TASK BRIEF:
Copy all lines in the data that contain the string "Alameda".

(Beginning of EXTRACTED MATERIAL)

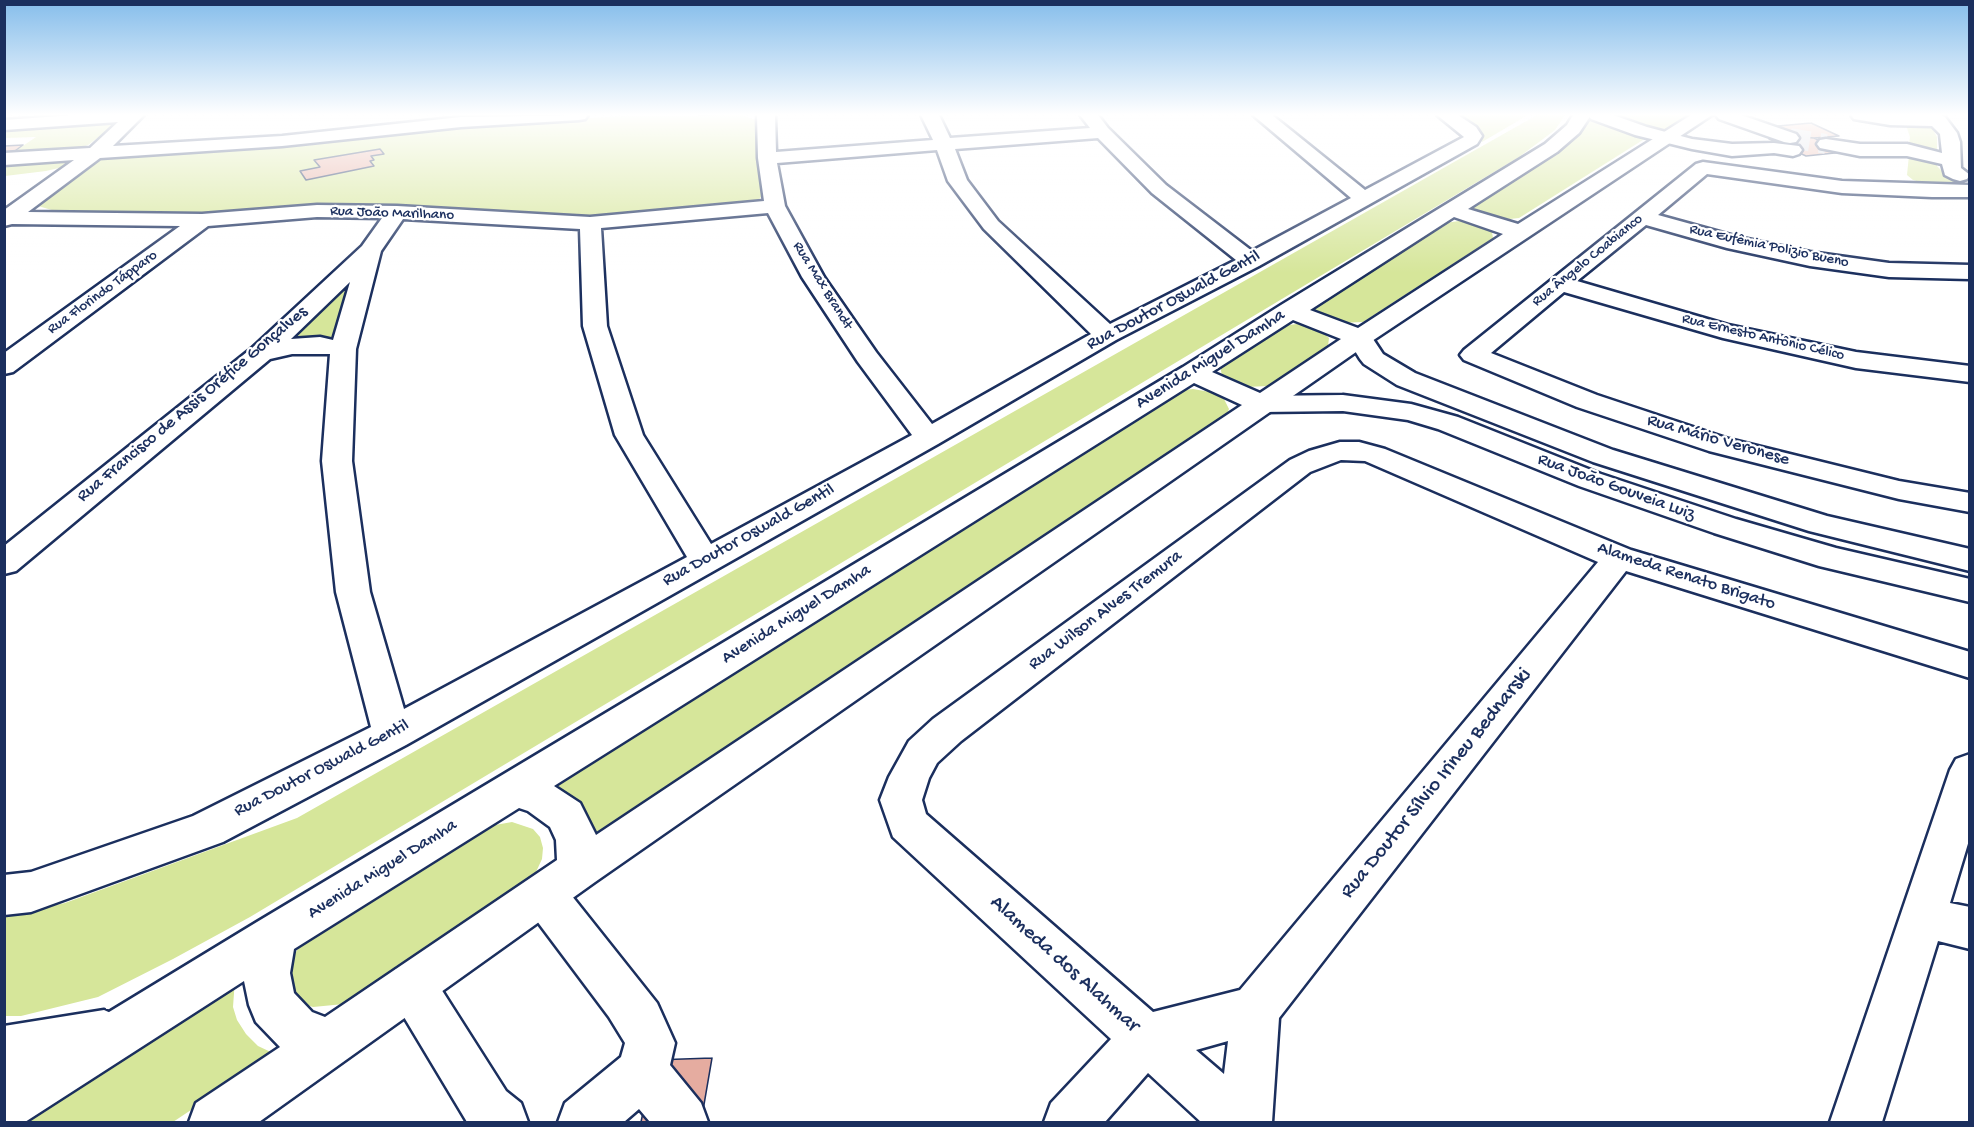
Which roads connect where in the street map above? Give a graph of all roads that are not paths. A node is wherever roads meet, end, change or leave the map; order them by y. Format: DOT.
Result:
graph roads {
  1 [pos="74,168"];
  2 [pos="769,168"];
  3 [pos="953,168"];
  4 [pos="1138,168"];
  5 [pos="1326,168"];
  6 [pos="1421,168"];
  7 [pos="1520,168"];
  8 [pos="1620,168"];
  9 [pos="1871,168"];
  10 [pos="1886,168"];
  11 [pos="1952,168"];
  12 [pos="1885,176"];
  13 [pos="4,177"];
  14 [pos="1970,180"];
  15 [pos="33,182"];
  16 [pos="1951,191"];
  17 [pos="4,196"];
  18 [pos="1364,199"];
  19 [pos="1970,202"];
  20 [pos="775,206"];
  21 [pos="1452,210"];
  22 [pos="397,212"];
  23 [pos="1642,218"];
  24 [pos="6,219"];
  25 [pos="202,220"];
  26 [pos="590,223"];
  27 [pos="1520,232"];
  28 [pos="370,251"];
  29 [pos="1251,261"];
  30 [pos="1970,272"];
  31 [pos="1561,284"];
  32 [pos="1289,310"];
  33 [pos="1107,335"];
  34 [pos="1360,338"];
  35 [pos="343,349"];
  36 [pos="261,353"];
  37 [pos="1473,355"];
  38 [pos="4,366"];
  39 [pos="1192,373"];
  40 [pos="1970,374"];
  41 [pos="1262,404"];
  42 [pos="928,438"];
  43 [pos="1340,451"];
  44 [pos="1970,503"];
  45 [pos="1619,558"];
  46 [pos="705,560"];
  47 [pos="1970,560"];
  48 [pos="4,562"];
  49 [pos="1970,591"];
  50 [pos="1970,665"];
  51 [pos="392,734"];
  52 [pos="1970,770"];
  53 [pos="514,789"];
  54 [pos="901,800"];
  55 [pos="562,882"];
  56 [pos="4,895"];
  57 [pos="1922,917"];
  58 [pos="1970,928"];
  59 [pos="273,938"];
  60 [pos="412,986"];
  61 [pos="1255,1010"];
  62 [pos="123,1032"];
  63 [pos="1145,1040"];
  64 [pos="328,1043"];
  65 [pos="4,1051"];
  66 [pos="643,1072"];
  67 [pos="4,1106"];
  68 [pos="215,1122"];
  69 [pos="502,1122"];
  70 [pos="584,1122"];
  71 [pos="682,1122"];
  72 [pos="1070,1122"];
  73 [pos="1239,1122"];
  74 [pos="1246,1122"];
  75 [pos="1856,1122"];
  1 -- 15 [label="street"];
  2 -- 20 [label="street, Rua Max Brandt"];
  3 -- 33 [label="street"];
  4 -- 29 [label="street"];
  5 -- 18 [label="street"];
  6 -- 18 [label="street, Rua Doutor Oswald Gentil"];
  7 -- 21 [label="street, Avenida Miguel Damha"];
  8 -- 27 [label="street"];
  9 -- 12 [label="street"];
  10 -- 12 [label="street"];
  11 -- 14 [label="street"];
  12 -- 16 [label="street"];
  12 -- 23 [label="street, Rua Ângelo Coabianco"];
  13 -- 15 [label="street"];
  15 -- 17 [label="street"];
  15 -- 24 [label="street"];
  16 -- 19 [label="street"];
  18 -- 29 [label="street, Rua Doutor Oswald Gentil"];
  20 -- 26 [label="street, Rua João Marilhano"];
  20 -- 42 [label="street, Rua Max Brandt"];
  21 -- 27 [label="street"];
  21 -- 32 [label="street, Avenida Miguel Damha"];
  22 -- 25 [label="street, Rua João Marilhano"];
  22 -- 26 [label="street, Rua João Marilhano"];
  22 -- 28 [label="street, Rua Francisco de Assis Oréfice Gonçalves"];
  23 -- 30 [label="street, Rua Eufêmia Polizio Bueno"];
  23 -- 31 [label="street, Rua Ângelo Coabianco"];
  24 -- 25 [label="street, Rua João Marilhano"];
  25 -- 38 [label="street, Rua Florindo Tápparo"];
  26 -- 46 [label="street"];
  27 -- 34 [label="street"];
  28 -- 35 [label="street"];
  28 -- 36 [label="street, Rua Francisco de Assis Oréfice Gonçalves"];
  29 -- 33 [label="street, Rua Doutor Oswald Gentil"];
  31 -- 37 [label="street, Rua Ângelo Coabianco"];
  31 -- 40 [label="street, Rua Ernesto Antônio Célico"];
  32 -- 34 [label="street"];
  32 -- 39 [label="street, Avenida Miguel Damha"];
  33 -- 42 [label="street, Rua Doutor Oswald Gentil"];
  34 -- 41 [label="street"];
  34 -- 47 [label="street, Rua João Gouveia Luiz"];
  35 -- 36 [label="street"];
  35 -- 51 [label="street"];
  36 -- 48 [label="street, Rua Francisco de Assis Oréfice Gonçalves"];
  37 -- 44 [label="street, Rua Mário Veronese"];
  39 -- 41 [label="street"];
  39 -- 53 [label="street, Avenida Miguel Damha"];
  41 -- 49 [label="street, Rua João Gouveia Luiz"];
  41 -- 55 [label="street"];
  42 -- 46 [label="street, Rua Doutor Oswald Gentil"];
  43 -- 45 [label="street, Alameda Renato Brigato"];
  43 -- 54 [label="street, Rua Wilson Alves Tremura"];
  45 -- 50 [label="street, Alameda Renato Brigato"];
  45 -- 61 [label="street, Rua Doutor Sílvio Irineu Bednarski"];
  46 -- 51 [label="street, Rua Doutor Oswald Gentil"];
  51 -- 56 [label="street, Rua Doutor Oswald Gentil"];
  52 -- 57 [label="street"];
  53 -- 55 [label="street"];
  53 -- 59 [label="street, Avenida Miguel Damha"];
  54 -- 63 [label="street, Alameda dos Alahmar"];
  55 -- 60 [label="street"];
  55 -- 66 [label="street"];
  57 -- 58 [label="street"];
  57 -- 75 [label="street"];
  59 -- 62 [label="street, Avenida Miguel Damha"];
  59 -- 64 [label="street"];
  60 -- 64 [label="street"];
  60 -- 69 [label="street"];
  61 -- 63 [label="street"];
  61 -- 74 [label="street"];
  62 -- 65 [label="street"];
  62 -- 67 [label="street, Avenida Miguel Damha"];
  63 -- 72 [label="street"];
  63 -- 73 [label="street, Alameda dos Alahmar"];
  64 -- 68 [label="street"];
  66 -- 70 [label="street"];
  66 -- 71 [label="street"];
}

(End of EXTRACTED MATERIAL)

SOLUTION BELOW:
  43 -- 45 [label="street, Alameda Renato Brigato"];
  45 -- 50 [label="street, Alameda Renato Brigato"];
  54 -- 63 [label="street, Alameda dos Alahmar"];
  63 -- 73 [label="street, Alameda dos Alahmar"];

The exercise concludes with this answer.